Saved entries

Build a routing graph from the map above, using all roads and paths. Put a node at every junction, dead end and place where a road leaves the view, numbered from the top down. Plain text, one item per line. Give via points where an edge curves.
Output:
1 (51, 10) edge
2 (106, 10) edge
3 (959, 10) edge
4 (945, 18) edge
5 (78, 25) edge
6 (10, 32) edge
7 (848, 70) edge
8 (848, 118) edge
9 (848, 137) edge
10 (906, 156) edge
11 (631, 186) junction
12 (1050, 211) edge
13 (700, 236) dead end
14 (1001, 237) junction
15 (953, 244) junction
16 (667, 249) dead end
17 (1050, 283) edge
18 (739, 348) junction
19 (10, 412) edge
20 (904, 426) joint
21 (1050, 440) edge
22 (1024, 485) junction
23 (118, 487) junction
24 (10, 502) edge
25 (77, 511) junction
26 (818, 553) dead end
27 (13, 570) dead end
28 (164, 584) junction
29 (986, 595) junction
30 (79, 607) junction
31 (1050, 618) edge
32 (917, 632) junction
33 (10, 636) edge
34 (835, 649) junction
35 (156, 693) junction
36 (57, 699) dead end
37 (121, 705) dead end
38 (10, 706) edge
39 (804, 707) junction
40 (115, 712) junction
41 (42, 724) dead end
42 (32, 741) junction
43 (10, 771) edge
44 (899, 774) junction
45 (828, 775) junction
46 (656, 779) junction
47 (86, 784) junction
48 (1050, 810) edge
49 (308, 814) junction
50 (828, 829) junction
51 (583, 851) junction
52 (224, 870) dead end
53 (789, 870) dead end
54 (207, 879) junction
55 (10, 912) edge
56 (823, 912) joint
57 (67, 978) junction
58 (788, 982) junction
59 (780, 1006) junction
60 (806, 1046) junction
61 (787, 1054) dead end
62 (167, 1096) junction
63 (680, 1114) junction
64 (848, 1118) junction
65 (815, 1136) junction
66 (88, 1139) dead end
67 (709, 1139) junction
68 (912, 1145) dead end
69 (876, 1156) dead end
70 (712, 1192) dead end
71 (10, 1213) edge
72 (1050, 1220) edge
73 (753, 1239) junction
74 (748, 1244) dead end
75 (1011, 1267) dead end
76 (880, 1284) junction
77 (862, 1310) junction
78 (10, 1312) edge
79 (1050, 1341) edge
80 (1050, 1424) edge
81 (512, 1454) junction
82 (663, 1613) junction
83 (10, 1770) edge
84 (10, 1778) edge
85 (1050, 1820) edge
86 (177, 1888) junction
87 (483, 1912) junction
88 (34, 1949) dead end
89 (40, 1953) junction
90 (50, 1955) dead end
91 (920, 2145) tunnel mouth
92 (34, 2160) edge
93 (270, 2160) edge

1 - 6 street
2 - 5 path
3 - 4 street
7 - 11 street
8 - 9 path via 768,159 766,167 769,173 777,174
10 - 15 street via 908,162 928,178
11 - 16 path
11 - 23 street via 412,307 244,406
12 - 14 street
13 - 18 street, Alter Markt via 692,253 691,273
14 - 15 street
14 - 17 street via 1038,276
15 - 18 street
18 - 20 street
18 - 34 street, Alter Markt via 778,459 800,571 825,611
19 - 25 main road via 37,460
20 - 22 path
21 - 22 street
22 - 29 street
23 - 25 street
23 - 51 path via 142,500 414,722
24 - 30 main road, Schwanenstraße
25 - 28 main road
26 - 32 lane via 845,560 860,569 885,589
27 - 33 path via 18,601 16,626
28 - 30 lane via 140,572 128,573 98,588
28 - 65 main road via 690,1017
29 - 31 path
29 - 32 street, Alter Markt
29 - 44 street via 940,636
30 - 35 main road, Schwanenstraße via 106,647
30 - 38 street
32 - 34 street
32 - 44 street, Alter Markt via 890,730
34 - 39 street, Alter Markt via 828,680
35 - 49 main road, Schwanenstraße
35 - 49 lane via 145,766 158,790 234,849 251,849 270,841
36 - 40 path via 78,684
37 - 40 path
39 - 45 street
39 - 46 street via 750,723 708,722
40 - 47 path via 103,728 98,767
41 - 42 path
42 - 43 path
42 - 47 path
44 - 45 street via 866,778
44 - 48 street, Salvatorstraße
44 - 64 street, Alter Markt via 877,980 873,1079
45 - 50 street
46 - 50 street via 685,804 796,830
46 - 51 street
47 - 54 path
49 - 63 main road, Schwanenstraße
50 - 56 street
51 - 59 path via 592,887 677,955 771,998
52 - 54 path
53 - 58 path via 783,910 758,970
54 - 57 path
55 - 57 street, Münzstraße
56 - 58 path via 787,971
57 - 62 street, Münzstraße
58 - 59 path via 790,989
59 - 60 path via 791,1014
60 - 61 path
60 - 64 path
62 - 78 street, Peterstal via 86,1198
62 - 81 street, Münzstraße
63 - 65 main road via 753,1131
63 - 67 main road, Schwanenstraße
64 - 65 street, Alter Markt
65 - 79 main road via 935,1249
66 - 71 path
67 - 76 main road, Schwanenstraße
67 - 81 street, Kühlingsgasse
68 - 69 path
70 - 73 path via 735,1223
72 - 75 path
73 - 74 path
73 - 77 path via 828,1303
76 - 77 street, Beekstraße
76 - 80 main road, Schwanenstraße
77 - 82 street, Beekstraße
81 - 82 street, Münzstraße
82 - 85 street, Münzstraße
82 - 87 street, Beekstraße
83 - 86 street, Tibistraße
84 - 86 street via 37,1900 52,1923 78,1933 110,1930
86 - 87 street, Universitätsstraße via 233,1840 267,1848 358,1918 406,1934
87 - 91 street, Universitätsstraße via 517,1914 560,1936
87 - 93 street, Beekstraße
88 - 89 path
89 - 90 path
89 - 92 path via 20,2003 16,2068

▸ EXERCISE PROMPT
Your task is to list each line of the records with the word "Münzstraße".

▸ SOLUTION FOR THIS EXERCISE
55 - 57 street, Münzstraße
57 - 62 street, Münzstraße
62 - 81 street, Münzstraße
81 - 82 street, Münzstraße
82 - 85 street, Münzstraße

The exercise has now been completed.